A sweet-shop man in Dunnington near York once looked at me sternly over his pince-nez. All I had done was knock a box off the shelf but I felt as if I had committed a war atrocity, such was the sternness and the pince-nezness. I don't think I'll ever forget the powerful combination of the two.
Nea: oh dear! Have I left you hanging again? Bother!
Sam: brings you up short doesn't it?
I have a functioning pair of pince nez I wear at home only on the pc - I daren't wear them at work. Street cred n all that.
Maybe wear them at Millwall in a few weeks. Yer can't hit a man in pince nez can yer?
UH - OH! Why did you stop there???
You know the 'do it, then it's done' thing - how about applying that to the writing and posting of this story? *runs away very fast, giggling*
4d: OK I won't tell anyone. A photo would be nice:)
Zinnia: Just because you get weary finishing your novel is no excuse to think - I know I'll go and harass Pat. Pat thinks that once a week is qite enough excitement for wayward girls.
Talking about yourself in the third person - first sign of oncoming braggadocio.
Nice post though.
Andrem: it's that Zinnia's fault! Thanks hon!
Actually thinking on it now I reckon they were half-moons, but in my head they were a pince-nez. And it's very important to live in one's head, non? Better than someone else's any road.
Sam: my head's the same. Lots of bits of embroidery floating around which sometimes gets stuck on the words. But the spats were there!
I'm glad you explained what pinc nez was. This was a fun little slice of life to read. I guess I'll have to track down the first post to see what kind of shop. Is the uniform a clue? Michele might want to know too.
Oh I hope this doesn't mean you DON'T have that space?...Hmmmm. It is always a little "Perils Of Pauline" isn't it? LOL! Life, I mean....
Thanks my dear for your Thanksgiving Wishes....!
Oh...And I forgot to say...I wish you a Very HAPPY ANNIVERSARY Tomorrow! Why not make your Chocolate Resolve one day later? It does seem a shame to deny yourself on your Anniversary.....LOL!
pi, you sound like the perfect person to go shopping with - decisive, good eye for a quality bargain, and lucky!
Actually Pat, I tend to "speed-read" your story because I'm eagerly awaiting the book to read your autobiography!
As for quizzes and memes, they leave me cold. I just can't work up any enthusiasm for them. TIP: Please don't ever "tag me"!
See! I have commented....
Well, if you keep your readers on tenterhooks you know they'll be back, eager for the next instalment. Please don't keep us waiting too long.
Hi Coleen! Yes uniform is a clue but don't let me stop you archiving.
Naomi:thank you for your wishes. It's because of what I shall be eating and drinking tomorrow that I can be spartan tonight - so far. And I do need to shed and ounce or two.

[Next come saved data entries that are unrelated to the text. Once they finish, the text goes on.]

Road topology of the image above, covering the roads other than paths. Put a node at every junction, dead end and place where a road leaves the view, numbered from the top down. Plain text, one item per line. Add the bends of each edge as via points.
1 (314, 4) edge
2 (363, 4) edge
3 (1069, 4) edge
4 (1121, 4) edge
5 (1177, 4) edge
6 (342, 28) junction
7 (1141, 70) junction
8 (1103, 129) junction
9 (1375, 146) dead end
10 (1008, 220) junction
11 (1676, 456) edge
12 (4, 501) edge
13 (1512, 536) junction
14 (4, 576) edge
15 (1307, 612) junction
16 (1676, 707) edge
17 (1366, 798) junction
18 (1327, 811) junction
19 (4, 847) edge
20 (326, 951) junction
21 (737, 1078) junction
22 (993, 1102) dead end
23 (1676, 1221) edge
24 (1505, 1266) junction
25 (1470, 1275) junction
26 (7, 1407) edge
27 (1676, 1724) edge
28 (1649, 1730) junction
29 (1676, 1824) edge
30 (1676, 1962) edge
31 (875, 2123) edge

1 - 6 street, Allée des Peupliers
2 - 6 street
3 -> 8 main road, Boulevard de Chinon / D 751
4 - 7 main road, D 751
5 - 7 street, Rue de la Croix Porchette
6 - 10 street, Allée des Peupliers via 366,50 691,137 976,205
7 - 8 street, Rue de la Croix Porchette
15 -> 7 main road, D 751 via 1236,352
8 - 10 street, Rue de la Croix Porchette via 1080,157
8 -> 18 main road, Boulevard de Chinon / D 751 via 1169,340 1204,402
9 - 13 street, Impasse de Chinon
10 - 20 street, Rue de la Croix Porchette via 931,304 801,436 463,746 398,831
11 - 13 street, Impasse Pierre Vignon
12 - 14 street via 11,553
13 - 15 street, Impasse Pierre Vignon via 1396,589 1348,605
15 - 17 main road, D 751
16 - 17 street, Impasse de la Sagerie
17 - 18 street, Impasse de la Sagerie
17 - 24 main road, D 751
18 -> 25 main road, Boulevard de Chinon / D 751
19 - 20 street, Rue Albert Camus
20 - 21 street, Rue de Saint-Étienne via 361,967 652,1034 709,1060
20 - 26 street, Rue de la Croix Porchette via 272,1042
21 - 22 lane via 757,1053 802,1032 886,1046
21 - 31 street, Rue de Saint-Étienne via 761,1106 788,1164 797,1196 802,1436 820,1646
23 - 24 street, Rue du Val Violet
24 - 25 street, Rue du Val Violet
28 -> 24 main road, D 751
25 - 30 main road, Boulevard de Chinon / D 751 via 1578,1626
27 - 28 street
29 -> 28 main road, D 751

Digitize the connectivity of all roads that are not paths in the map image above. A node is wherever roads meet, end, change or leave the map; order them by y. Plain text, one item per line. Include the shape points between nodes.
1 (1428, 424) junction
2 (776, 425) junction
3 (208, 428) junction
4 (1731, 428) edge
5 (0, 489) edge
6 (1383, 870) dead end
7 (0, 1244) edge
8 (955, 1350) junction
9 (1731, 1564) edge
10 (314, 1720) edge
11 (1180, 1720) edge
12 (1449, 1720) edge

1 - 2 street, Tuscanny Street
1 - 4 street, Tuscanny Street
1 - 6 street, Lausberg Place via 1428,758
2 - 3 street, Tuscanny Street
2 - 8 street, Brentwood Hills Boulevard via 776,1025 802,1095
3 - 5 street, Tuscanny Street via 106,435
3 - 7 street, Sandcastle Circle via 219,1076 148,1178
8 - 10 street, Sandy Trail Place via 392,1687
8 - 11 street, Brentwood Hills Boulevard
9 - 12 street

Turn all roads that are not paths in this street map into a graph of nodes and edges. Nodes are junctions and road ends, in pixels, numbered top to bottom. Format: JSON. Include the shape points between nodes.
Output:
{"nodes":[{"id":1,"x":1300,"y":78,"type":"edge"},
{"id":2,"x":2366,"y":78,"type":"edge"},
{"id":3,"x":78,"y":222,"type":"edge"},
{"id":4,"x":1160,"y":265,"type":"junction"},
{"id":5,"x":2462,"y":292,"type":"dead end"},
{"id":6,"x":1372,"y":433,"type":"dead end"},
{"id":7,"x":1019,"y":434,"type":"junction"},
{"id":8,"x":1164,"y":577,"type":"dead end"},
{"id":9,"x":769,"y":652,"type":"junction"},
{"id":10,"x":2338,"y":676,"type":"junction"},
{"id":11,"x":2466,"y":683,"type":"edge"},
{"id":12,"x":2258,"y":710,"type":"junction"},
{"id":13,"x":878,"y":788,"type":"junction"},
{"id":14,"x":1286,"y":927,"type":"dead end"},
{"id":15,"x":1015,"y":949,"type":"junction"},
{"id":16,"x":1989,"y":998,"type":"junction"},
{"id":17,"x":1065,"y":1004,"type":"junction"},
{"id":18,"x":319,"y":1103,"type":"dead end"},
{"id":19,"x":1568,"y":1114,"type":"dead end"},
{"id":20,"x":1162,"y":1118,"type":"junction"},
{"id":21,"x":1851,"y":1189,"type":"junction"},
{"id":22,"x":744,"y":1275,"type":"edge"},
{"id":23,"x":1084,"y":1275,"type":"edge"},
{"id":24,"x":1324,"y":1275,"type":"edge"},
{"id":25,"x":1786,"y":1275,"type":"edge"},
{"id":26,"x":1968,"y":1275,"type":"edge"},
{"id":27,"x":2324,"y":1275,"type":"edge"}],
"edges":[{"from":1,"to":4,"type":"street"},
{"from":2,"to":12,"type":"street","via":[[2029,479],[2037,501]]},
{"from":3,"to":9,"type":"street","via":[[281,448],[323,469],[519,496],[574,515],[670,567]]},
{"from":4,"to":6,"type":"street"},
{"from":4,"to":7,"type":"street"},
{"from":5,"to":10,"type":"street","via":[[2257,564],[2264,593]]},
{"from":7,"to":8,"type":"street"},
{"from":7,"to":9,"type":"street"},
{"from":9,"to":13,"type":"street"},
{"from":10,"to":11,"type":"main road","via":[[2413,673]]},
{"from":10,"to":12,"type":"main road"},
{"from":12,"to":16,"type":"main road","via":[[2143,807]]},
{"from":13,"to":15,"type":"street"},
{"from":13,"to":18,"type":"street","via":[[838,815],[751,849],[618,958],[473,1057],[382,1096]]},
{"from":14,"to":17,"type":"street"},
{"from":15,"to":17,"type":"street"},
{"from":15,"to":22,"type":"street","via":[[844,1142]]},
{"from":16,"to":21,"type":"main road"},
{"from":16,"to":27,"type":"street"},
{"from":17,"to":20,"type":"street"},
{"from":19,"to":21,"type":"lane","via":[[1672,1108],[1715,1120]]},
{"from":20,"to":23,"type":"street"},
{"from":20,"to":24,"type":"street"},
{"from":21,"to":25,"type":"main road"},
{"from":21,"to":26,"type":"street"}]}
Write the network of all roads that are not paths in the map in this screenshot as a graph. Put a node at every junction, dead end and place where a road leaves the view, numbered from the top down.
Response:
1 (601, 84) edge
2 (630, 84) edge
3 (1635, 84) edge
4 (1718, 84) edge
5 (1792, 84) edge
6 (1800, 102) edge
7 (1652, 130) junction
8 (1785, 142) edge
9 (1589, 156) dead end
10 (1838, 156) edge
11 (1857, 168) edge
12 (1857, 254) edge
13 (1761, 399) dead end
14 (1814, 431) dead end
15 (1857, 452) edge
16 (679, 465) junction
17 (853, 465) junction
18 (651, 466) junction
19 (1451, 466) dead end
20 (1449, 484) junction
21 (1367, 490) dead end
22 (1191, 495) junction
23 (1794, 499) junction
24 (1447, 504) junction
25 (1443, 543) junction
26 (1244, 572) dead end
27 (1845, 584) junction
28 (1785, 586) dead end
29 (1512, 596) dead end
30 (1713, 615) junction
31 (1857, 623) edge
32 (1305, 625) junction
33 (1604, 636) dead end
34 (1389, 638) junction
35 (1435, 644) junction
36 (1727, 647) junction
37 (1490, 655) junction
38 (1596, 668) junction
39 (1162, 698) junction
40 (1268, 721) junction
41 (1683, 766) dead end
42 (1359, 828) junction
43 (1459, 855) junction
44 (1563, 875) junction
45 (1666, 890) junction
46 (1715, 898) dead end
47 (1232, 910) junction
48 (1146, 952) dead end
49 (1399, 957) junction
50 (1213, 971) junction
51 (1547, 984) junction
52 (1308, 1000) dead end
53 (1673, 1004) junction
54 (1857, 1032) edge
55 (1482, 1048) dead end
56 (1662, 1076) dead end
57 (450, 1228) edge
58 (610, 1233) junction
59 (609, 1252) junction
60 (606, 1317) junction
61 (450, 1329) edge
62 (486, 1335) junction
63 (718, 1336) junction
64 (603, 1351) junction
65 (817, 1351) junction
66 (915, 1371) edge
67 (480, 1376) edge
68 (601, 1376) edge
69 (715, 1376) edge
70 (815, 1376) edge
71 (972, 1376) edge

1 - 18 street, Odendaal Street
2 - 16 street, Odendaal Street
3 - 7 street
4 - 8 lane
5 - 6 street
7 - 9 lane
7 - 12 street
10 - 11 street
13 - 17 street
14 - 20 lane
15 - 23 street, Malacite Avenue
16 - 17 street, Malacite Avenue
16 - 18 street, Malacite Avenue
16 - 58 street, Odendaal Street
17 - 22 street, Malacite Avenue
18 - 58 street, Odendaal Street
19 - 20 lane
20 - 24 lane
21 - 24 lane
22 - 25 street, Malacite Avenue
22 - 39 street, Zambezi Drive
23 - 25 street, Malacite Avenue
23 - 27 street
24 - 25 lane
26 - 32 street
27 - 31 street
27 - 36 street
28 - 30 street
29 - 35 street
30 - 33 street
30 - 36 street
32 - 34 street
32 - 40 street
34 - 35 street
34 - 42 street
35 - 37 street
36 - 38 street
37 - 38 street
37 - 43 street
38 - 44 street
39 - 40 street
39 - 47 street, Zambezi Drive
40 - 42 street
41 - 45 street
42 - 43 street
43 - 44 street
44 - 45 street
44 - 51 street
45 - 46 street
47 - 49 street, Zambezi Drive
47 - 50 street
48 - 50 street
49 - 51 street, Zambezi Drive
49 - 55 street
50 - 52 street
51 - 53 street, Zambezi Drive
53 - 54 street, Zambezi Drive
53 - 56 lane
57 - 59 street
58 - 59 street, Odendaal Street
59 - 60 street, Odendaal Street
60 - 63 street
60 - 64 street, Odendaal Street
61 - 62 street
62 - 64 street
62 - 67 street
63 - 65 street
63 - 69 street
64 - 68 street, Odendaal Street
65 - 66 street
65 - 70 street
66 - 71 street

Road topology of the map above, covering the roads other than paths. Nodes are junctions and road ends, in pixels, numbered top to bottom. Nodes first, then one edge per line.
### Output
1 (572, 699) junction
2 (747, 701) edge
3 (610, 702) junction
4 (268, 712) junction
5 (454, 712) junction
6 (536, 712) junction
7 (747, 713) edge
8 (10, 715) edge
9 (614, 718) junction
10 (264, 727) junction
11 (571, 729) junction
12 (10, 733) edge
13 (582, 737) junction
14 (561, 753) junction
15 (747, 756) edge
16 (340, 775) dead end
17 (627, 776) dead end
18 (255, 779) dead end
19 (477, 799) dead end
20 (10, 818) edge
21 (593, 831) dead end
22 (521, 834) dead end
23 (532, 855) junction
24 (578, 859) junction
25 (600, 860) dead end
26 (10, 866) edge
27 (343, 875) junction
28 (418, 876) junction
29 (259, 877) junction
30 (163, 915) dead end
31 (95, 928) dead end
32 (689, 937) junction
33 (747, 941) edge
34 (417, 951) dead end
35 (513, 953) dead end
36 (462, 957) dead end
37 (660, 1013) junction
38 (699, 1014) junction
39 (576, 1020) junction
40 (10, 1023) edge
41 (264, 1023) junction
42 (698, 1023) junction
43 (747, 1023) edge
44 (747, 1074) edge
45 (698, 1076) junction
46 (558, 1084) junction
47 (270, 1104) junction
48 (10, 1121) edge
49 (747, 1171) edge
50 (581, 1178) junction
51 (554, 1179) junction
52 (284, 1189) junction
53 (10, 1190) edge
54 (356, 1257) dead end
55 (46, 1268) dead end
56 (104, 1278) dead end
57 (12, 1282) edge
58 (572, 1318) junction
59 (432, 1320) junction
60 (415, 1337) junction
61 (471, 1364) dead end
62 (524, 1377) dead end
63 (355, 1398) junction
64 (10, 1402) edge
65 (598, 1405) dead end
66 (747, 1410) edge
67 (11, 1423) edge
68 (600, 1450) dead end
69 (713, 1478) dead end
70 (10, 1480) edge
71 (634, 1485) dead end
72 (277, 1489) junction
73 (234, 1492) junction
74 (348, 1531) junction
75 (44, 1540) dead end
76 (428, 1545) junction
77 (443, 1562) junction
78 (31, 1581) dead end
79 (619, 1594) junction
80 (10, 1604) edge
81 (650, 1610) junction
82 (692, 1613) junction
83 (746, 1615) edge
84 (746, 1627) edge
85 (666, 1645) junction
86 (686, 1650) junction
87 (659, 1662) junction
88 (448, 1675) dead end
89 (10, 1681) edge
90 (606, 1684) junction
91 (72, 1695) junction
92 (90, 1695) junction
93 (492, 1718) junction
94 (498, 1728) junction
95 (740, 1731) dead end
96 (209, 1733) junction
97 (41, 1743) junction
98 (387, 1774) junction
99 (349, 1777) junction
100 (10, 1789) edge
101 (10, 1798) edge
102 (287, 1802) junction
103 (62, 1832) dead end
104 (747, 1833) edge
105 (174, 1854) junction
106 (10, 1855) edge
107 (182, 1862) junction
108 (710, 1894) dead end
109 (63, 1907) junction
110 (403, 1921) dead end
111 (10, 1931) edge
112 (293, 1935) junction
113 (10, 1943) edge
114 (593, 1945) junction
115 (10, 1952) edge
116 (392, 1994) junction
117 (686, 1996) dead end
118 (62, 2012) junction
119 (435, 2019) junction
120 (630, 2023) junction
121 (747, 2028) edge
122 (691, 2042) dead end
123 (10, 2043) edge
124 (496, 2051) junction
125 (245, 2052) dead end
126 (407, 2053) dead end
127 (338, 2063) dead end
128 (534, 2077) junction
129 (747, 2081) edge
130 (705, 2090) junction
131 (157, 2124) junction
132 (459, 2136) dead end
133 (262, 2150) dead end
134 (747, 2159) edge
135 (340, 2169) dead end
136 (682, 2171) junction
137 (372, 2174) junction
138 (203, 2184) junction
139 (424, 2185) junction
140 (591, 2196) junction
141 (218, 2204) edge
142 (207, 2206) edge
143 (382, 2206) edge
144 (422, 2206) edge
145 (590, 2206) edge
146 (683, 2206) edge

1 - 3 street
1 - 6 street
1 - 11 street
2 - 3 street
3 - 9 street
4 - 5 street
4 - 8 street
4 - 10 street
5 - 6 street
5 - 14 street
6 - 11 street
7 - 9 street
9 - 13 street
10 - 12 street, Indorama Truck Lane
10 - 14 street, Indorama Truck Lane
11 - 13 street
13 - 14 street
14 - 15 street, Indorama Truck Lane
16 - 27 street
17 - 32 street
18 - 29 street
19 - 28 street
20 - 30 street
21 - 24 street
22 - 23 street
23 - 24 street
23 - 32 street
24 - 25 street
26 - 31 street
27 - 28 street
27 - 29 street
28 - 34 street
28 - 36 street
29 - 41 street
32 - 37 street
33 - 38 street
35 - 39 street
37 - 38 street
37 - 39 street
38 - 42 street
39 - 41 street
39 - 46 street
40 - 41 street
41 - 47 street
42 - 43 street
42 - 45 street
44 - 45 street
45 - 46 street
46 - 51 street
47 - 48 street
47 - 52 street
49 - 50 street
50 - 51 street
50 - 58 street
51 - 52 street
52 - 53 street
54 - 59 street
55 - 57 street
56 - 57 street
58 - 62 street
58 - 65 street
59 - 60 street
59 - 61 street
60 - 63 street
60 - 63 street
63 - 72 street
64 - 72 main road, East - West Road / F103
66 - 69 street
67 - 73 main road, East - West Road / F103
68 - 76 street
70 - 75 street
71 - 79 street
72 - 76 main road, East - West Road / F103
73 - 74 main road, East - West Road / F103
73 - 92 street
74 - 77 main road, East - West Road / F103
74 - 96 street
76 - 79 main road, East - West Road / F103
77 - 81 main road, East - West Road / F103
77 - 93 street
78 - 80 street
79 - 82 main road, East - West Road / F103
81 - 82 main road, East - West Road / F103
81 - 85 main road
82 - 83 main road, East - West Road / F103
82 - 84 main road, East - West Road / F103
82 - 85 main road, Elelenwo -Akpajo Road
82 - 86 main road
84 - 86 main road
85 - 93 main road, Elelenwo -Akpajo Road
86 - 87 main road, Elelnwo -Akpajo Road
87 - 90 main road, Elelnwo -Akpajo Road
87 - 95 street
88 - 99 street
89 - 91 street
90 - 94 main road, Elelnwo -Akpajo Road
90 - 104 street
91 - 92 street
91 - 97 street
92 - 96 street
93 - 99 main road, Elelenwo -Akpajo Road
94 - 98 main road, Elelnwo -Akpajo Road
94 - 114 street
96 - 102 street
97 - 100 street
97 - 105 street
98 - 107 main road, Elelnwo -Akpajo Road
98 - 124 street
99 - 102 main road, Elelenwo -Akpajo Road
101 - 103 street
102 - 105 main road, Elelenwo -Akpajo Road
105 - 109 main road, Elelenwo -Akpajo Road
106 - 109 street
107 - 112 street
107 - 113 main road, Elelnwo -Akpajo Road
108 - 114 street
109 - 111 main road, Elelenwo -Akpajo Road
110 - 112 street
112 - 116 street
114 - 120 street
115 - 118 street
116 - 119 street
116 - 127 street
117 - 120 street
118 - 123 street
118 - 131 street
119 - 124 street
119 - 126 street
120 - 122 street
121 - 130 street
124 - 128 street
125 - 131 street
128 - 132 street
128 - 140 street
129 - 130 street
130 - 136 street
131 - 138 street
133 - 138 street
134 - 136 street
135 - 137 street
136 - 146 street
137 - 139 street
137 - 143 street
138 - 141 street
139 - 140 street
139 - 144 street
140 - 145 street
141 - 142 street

Keith: glad you are still around. We should all live so long to read my autobiography. As you can see from my side bar this is a me-me free zone so you are not in danger of being tagged by me.
Well done for commenting.
I'm happy hanging.
Anyway, I've got some catching up to do.
Happy Anniversary!
Sablonneuse: I find what I can best manage at present is once a week for the story. I have to really concentrate and my concentration is a bit gnat-like. For example I can't do it with the radio on.
Thanks Nea!
Hi Michelle sent me to say Happy T day :)
Oooops! I think Mr. Spats will give you the space though.
I'm in awe of people who get up and start shops. My parents had one, by the way, when they were young, so I know the hassles.
f:lux: let's go! The Big Apple next weekend. OK?
I know I'm rather late, do apologise, but this story just gets more and more fascinating. Can't wait for the book!